Ramanujan's Number at the top!

Since the base of the given number is multiple of 50 , we set a simple congruence (for our ease) , $50\equiv 1 \mod 7$

Now raising the powers of both sides of congruence as follows :

$((50^{7})^{7})^{7}=50^{343}\equiv 1 \mod 7$

And at this point , We take Ramanujan's Number !

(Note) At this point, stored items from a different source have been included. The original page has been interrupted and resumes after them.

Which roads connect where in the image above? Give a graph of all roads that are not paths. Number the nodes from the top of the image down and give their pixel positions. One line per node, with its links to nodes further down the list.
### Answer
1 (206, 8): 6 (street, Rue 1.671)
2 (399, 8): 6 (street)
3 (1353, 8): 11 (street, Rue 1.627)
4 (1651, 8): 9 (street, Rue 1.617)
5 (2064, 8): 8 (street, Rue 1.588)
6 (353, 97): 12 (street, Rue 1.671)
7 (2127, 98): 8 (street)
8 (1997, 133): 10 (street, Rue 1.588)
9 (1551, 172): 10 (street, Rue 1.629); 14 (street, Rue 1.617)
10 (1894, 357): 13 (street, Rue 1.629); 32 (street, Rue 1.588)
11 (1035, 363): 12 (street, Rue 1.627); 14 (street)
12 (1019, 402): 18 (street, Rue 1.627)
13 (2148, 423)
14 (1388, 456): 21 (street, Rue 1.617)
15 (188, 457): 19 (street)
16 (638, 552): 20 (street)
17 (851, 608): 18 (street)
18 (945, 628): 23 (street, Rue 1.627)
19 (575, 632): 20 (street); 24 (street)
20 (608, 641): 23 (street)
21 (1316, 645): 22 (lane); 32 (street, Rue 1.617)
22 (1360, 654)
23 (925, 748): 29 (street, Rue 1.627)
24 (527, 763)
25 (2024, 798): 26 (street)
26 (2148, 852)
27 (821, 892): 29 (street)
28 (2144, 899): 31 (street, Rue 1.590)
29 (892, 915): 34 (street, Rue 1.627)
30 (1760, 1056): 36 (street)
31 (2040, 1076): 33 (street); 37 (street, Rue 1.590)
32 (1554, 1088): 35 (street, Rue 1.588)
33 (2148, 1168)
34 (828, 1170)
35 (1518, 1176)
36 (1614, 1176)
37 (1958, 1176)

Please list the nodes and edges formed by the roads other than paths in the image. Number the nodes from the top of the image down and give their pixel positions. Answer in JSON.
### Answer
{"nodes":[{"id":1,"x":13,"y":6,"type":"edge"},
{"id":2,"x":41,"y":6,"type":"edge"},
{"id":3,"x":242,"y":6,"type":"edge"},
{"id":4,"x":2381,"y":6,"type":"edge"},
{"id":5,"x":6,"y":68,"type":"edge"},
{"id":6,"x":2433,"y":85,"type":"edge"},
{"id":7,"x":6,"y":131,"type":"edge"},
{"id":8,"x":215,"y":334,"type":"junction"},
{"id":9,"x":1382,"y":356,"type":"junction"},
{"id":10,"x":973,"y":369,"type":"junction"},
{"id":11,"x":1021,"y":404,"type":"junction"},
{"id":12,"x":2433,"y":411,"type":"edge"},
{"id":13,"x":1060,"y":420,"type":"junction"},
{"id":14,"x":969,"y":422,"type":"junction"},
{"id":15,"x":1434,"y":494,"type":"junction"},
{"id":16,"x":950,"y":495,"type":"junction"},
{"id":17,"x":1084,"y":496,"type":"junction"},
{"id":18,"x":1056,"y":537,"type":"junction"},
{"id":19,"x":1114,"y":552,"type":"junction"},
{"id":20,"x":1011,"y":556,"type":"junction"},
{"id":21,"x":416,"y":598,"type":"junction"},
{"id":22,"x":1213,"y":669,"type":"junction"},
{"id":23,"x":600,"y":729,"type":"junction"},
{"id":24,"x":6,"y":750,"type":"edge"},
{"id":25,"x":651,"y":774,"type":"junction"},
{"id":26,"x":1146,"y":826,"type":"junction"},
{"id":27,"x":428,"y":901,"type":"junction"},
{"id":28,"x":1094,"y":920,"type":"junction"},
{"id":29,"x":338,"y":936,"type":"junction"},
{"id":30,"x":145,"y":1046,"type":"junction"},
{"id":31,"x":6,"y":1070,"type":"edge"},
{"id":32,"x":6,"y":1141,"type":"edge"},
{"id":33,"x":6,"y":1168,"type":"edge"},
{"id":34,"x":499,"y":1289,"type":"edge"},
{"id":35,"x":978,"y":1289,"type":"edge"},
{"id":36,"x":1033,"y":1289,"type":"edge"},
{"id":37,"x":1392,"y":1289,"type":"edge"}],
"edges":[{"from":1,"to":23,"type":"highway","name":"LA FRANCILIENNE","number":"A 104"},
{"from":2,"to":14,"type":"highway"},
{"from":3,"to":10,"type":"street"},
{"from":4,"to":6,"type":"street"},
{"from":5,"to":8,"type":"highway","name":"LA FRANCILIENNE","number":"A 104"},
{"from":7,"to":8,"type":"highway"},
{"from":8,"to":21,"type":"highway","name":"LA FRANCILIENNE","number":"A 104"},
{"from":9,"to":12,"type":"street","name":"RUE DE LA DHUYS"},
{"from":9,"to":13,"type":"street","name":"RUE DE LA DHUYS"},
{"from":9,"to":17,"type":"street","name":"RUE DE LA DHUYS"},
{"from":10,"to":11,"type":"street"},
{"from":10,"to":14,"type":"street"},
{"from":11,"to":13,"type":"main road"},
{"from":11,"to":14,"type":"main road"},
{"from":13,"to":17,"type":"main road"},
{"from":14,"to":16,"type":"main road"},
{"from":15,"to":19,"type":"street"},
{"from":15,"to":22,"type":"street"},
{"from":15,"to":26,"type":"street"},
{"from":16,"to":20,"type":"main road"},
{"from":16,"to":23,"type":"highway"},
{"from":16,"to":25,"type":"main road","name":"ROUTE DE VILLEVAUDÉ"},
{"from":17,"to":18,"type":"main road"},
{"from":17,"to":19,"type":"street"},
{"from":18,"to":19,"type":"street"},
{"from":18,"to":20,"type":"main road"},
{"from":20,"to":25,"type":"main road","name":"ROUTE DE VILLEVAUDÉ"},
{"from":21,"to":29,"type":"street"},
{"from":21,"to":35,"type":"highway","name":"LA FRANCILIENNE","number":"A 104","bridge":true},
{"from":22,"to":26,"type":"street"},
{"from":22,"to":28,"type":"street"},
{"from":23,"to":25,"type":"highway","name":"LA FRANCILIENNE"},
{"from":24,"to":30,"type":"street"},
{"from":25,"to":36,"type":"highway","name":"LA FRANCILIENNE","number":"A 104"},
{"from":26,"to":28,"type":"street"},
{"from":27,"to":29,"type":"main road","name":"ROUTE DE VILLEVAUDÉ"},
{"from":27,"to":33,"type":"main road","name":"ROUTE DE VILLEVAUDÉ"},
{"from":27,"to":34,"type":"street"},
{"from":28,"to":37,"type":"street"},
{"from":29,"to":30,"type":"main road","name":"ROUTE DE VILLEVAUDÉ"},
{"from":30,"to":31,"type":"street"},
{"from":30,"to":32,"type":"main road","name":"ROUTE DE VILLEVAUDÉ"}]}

i.e , $50^{343.1729}\equiv 1 \mod 7$

Now multiplying the whole congruence , by $50^{2}=2500$

We get , $50^{593049}\equiv 2500\mod 17500$ and hence required remainder is

${\color{#20A900} 2{\color{#20A900} 5{\color{#20A900} 0{\color{#20A900} 0}}}}$

By Fermat, we have $125000^{197682}\equiv 1 \pmod{7}$ , since the exponent is divisible by 6. Multiplying through with $125000=50\times 2500$ , we find that $125000^{197683}\equiv 125000\equiv \boxed{2500} \pmod{17500}$

Normal remainder property I felt instead of using any theorems as such.

We can simplify the denominator with numerator value to find remainders in general.

$125000^{197683}/17500 = 50^{197683}/7 = 1$ .

125000/17500 = 50/7 which gives remainder as 1 and 1 power anything is always 1.

So, actual answer will be 1 * 2500 = 2500.